Using Alternative Forages on Traditional Small Grain Crop Land in Rotational Grazing Systems for the Northern Great Plains
The objectives of this project are to:
1) Determine production of and yearling heifer performance from forages produced on traditional small grain cropland in the Northern Great Plains during late summer.
2) Determine if economic returns to crop land from growing forages and grazing cattle are competitive with returns from small grain production in the Northern Great Plains.
Forage treatments will be seeded into replicated paddocks in each of two years. Treatments will include foxtail millet (M; Setaria italica), sweetclover (C; Melilotus alba), alfalfa (A; Medicago sativa), barley (Hordeum vulgare), field pea (Pisum arvense) and combinations of M/C and M/A. Forage production resulting from these seedings will be grazed using yearling beef heifers. Grazing will initiate in late July or early August of each year and continue for at least 28 days. Forage samples and animal weights will be collected at the beginning and end of the grazing period and at 14-day intervals. Forage samples will be used to determine dry matter available for grazing, rate of dry matter disappearance and chemical composition (nitrates, crude protein, acid detergent fiber and neutral detergent fiber). Animal weights will be used to calculate average daily performance and total live weight production during the grazing period.
Production data has been collected during the first of a two-year project. Average dry matter production at the initiation of grazing was 5300 ± 1000 lb/ac. Across all paddocks, approximately 72% of this production was seeded plants and 28% was weedy plants. Heifers grazed for an average of 32 ± 9 d, gaining 89.0 ± 29.6 lb/head and 106.8 ± 35.5 lb/ac. This experiment is on going with final data to be collected in September 2001.

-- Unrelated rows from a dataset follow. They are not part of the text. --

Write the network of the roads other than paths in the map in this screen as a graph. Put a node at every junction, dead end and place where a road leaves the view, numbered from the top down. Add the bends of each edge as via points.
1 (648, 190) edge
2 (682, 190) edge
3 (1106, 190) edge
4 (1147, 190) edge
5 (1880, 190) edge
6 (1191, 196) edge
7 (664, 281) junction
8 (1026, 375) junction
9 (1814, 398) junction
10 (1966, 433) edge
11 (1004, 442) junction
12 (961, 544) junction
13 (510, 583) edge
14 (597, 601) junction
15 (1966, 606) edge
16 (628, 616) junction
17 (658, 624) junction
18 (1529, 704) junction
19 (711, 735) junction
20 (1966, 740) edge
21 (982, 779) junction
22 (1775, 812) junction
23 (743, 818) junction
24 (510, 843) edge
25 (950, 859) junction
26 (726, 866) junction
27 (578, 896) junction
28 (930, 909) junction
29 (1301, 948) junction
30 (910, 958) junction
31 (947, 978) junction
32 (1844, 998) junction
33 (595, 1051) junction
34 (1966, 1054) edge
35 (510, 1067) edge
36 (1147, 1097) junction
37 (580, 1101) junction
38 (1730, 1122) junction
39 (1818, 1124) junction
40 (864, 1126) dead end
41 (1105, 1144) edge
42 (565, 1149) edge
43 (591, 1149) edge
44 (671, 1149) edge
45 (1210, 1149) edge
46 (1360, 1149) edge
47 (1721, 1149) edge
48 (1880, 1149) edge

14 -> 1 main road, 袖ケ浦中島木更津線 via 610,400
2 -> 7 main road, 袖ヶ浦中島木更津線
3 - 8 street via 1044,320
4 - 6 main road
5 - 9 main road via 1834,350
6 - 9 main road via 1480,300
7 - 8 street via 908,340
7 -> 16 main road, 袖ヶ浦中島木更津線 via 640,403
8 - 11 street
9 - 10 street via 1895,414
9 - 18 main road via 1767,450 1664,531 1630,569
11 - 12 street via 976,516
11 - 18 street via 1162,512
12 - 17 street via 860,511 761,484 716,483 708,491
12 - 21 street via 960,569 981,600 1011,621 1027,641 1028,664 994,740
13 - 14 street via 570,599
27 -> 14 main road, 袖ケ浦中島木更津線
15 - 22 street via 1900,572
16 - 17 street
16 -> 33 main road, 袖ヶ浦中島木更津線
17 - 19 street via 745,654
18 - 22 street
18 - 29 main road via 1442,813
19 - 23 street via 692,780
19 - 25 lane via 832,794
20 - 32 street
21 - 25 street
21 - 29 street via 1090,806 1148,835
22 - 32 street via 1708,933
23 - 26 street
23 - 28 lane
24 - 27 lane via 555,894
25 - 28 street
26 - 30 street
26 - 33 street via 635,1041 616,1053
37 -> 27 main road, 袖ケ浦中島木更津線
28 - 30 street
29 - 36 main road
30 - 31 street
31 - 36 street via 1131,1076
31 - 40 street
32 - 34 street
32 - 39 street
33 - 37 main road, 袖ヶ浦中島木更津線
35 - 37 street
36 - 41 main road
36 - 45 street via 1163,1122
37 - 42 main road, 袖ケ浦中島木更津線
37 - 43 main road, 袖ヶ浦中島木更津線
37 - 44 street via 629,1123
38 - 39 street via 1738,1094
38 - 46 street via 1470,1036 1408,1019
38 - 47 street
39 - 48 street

The ultimate objective of this project is to evaluate whether an integrated crop-livestock system can be developed that would produce human food (e.g. small grains, meat) in an economically efficient and environmentally friendly manner. An appropriate system would be one that effectively integrates the biological and natural resources available, while conserving as many nutrients as possible so as to reduce the need for purchased inputs (e.g. N fertilizer). Enabling enterprise diversification, particularly in small- and medium-scale operations, would help reduce environmental and economic risks. The risk management achieved could potentially enhance the economic viability of surrounding communities.